How many UCT students get to play Xbox on campus and call it academic studies?

SA Imagine imagine cup
 
imagine cup imagine cup
Game on: From top - (back) Henk van Jaarsveld, Bilo Lwabona and (front) Richard Pieterse, Kevin Shaun Brenkel and Ryan Mazzolini working on their course notes; course convenor Dr Patrick Marais, Van Jaarsveld and Mazzolini put their winning game through its paces; the prize; and (back) Pieterse, Kaitlyn Crawford, Mazzolini, Marais and (front) Simba Nyatsanga and Van Jaarsveld get caught up in the action.

A group of lucky second-years in the Computer Game Development Course of UCT's Department of Computer Science, it appears.

While it's very hands-on stuff, it's not all fun and games, though, cautions Dr Patrick Marais, course convenor.

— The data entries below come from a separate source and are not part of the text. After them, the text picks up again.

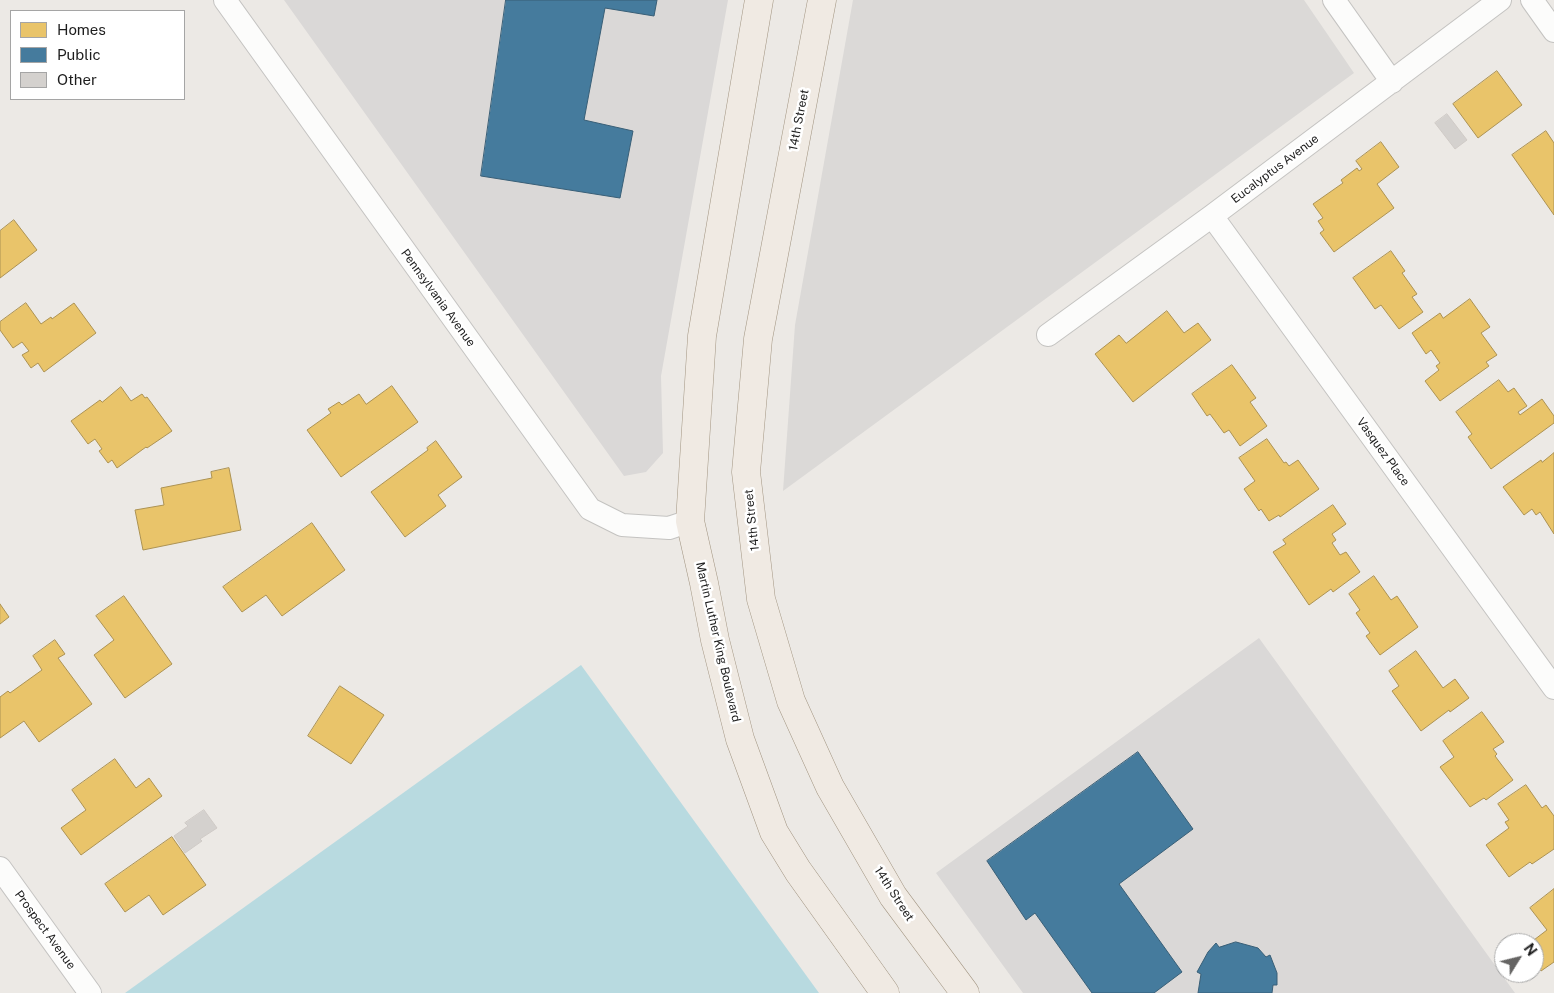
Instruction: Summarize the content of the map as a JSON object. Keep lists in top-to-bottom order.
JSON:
{
  "streets": {
    "main road": ["14th Street", "Martin Luther King Boulevard"],
    "street": [
      "Eucalyptus Avenue",
      "Pennsylvania Avenue",
      "Vasquez Place",
      "Prospect Avenue"
    ]
  },
  "crossings": [
    ["Eucalyptus Avenue", "Vasquez Place"],
    ["Pennsylvania Avenue", "Martin Luther King Boulevard"]
  ],
  "legend": ["Homes", "Public", "Other"],
  "north": "top right"
}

The programme has very practical scholarly value.

"The intention is to try to make computer science interesting for students by teaching elements of gaming," Marais says.

Marais explains that overseas institutions have been successfully demonstrating certain computer science principles through the teaching and development of gaming.

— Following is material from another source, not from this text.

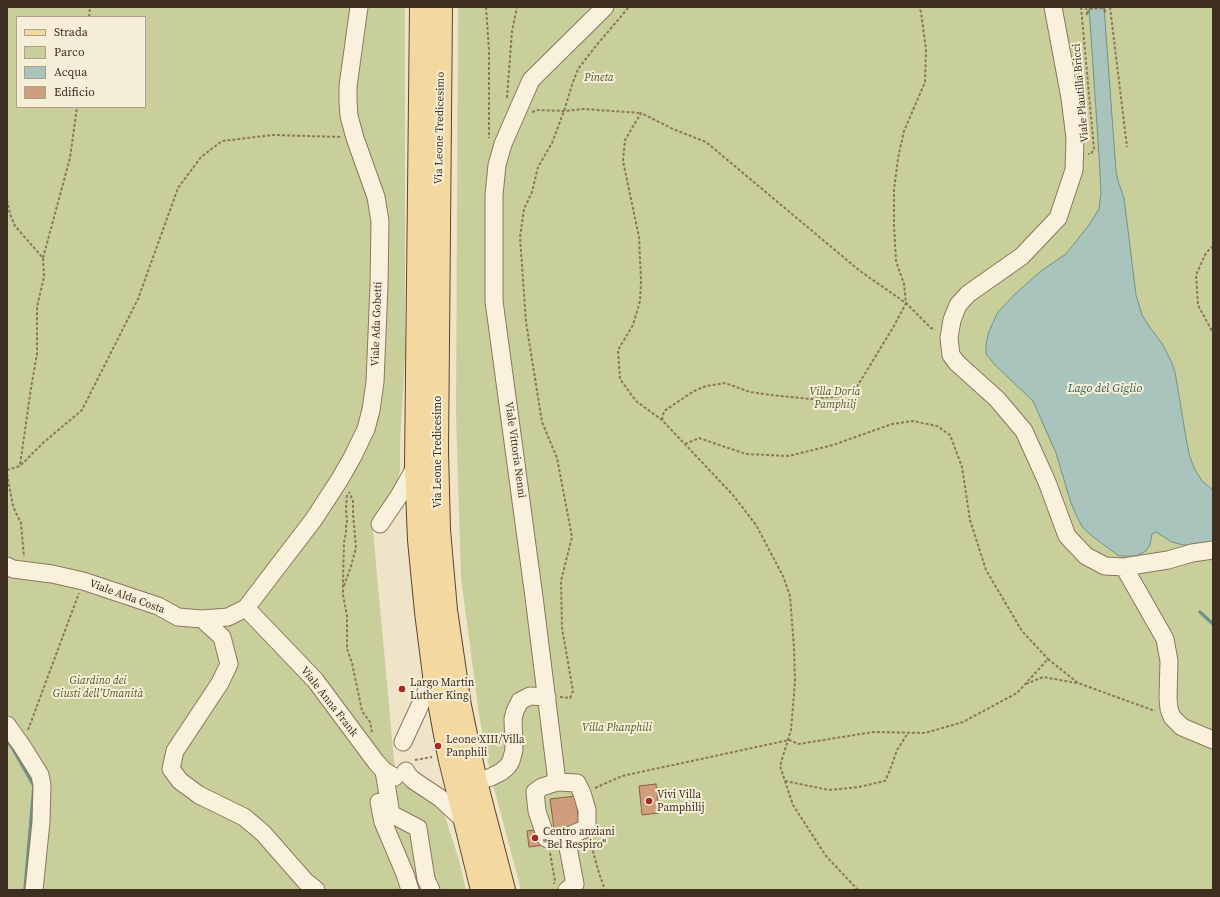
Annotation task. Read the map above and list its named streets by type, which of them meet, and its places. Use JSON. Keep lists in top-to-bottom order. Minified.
{"streets":{"main road":["Via Leone Tredicesimo"],"street":["Viale Ada Gobetti","Viale Vittoria Nenni","Viale Alda Costa","Viale Anna Frank"],"path":["Viale Plautilla Bricci"]},"crossings":[["Viale Ada Gobetti","Viale Alda Costa"],["Viale Ada Gobetti","Viale Anna Frank"],["Viale Alda Costa","Viale Anna Frank"]],"water":["Lago del Giglio"],"parks":["Pineta","Villa Doria Pamphilj","Giardino dei Giusti dell'Umanità","Villa Phanphili"],"places":["Largo Martin Luther King","Leone XIII/Villa Panphili","Vivi Villa Pamphilij","Centro anziani \"Bel Respiro\""],"legend":["Strada","Parco","Acqua","Edificio"]}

"Games these days involve computer graphics, networking, databases. Many computer science principles need to be mastered to write your typical game."

At the same time, the department aims to lend a helping hand to the fledgling local games-development industry, competing in a global industry estimated, according to one study, to be worth over R190 billion in 2011. Without a viable local sector, the danger is that South Africa will lose good designers to overseas companies, says Marais.

Those could include the likes of Richard Pieterse, who was in no doubt about why he signed up for the course.

"I want to build games," Pieterse says. "I want to make people happy with games."

Marais and his students also have reason to be happy with their progress.

In December last year, trio Ryan Mazzolini, Matthew Miller and Pieterse - or Team Rom, as they called themselves - won an Xbox360 for the Department when they finished second in the South African rounds of the international Imagine Cup, funded by Microsoft. This, in the game design category, for their work on a first-person shooter game - Radix Omnium Malorum, Latin for 'root of all evil', also described as an "arena style death FPS".

Not a bad achievement considering that the team entered at the eleventh hour with a game that didn't have the Imagine Cup in mind and so didn't quite meet the specs of the competition.

It was a timely victory, nonetheless, as one of the course Xboxes had just recently given up the ghost - the result of extensive wear and tear, no doubt.

Classmate Henk van Jaarsveld was confident that this year's crop of undergraduate gamers would do even better in the Imagine Cup.

"Some of those guys are really, really good," he enthused. "Since we have a specialised games course - I don't think the other universities actually have it - we'll be more prepared."